◆ TASK GOAL
The records that follow are to be copied word for word. Pictures should be omitted.

Data excerpts:
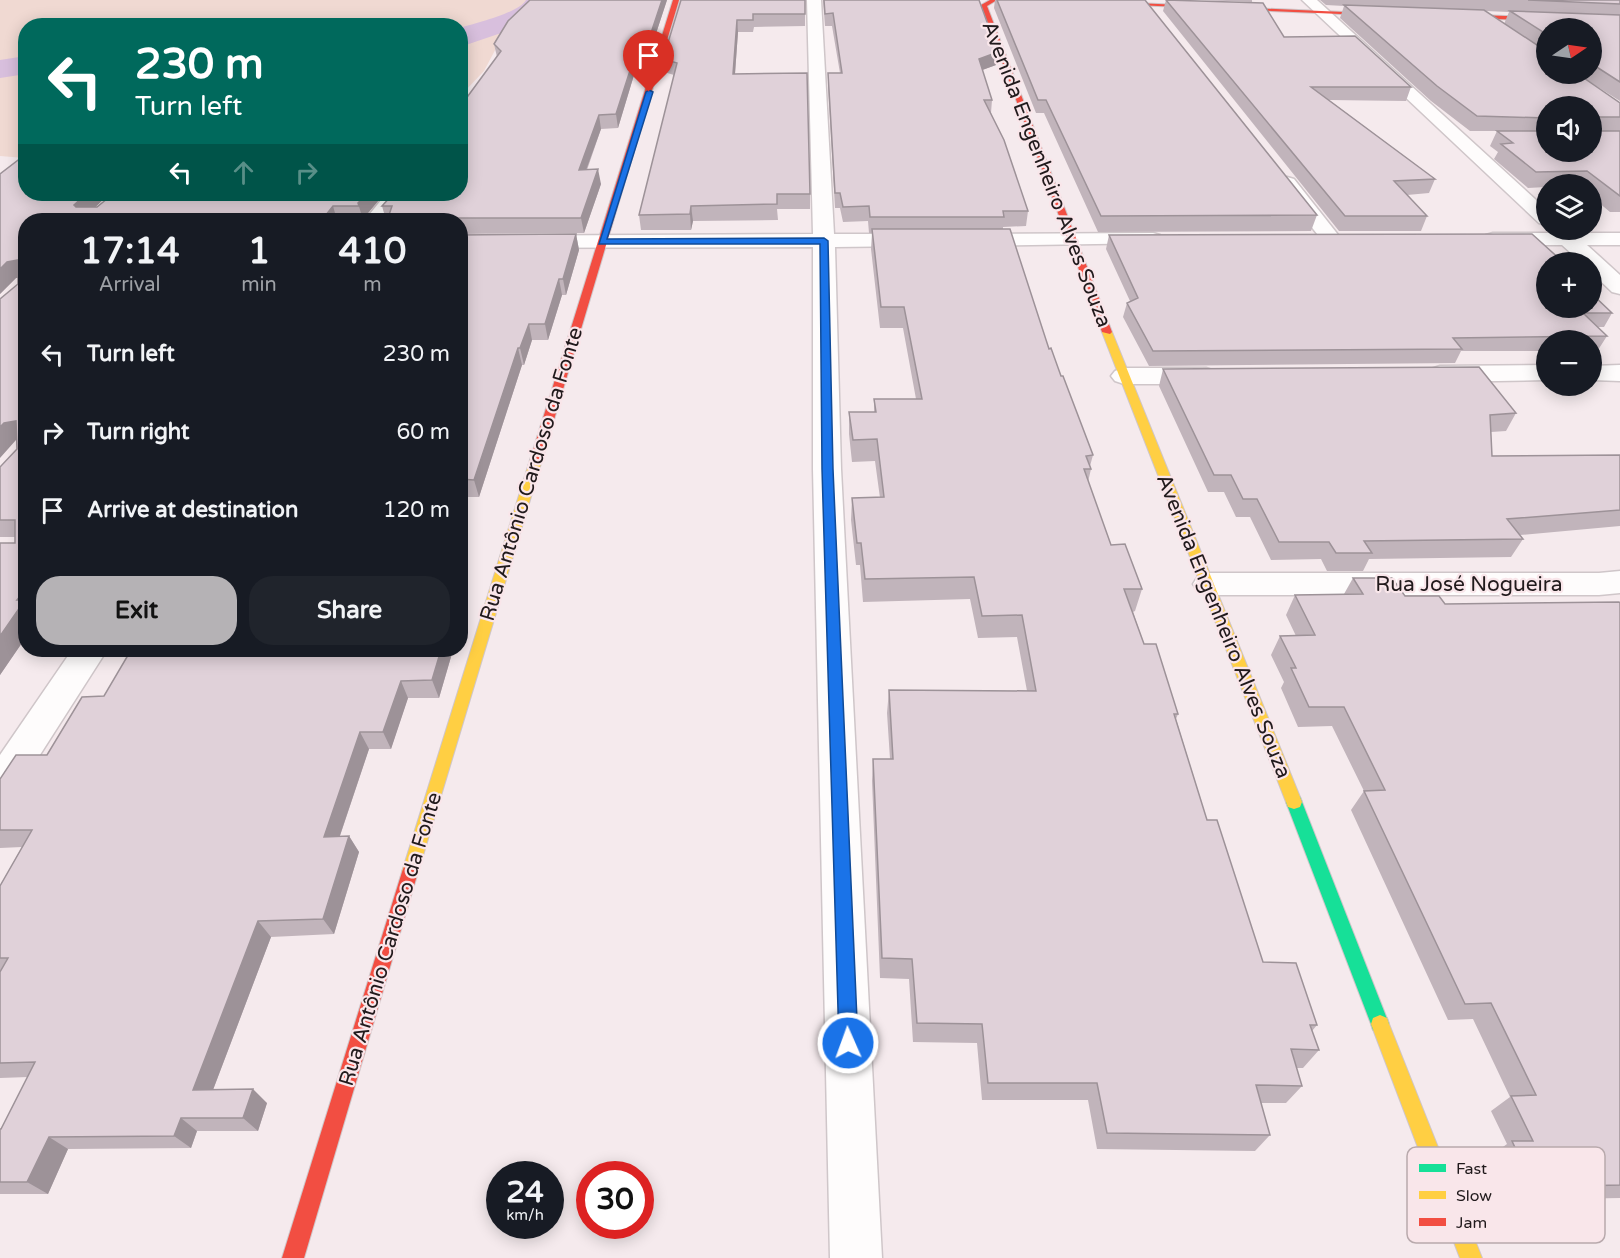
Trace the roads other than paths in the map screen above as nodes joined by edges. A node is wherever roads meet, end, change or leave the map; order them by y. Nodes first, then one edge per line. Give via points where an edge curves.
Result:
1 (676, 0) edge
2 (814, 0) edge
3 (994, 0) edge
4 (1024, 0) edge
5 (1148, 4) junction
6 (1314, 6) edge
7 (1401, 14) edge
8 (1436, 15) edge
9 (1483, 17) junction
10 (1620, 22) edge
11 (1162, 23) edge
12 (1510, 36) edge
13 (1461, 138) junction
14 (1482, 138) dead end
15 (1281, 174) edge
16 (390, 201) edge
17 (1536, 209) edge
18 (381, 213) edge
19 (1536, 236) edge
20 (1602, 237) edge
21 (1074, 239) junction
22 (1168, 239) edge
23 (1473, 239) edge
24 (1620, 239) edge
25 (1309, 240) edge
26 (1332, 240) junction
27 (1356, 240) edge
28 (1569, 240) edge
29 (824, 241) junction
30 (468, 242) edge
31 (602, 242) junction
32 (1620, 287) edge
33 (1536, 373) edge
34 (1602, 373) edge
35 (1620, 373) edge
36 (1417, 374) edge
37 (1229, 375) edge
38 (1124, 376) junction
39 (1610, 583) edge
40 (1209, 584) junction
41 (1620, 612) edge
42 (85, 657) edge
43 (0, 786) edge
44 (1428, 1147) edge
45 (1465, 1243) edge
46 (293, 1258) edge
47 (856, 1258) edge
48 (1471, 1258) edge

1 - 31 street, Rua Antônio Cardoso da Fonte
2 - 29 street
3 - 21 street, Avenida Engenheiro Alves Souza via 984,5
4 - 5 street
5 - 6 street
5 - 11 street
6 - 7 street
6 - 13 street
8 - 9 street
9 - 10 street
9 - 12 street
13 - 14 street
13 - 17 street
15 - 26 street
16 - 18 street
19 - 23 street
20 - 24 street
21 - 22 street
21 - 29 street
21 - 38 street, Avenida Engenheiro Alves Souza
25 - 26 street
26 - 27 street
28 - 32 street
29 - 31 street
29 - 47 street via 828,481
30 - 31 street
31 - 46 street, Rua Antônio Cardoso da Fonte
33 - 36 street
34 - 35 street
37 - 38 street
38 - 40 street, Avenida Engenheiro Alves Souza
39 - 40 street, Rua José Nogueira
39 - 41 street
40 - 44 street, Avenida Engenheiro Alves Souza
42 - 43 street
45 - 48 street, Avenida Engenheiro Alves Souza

◆ ANSWER
Trace the roads other than paths in the map screen above as nodes joined by edges. A node is wherever roads meet, end, change or leave the map; order them by y. Nodes first, then one edge per line. Give via points where an edge curves.
Result:
1 (676, 0) edge
2 (814, 0) edge
3 (994, 0) edge
4 (1024, 0) edge
5 (1148, 4) junction
6 (1314, 6) edge
7 (1401, 14) edge
8 (1436, 15) edge
9 (1483, 17) junction
10 (1620, 22) edge
11 (1162, 23) edge
12 (1510, 36) edge
13 (1461, 138) junction
14 (1482, 138) dead end
15 (1281, 174) edge
16 (390, 201) edge
17 (1536, 209) edge
18 (381, 213) edge
19 (1536, 236) edge
20 (1602, 237) edge
21 (1074, 239) junction
22 (1168, 239) edge
23 (1473, 239) edge
24 (1620, 239) edge
25 (1309, 240) edge
26 (1332, 240) junction
27 (1356, 240) edge
28 (1569, 240) edge
29 (824, 241) junction
30 (468, 242) edge
31 (602, 242) junction
32 (1620, 287) edge
33 (1536, 373) edge
34 (1602, 373) edge
35 (1620, 373) edge
36 (1417, 374) edge
37 (1229, 375) edge
38 (1124, 376) junction
39 (1610, 583) edge
40 (1209, 584) junction
41 (1620, 612) edge
42 (85, 657) edge
43 (0, 786) edge
44 (1428, 1147) edge
45 (1465, 1243) edge
46 (293, 1258) edge
47 (856, 1258) edge
48 (1471, 1258) edge

1 - 31 street, Rua Antônio Cardoso da Fonte
2 - 29 street
3 - 21 street, Avenida Engenheiro Alves Souza via 984,5
4 - 5 street
5 - 6 street
5 - 11 street
6 - 7 street
6 - 13 street
8 - 9 street
9 - 10 street
9 - 12 street
13 - 14 street
13 - 17 street
15 - 26 street
16 - 18 street
19 - 23 street
20 - 24 street
21 - 22 street
21 - 29 street
21 - 38 street, Avenida Engenheiro Alves Souza
25 - 26 street
26 - 27 street
28 - 32 street
29 - 31 street
29 - 47 street via 828,481
30 - 31 street
31 - 46 street, Rua Antônio Cardoso da Fonte
33 - 36 street
34 - 35 street
37 - 38 street
38 - 40 street, Avenida Engenheiro Alves Souza
39 - 40 street, Rua José Nogueira
39 - 41 street
40 - 44 street, Avenida Engenheiro Alves Souza
42 - 43 street
45 - 48 street, Avenida Engenheiro Alves Souza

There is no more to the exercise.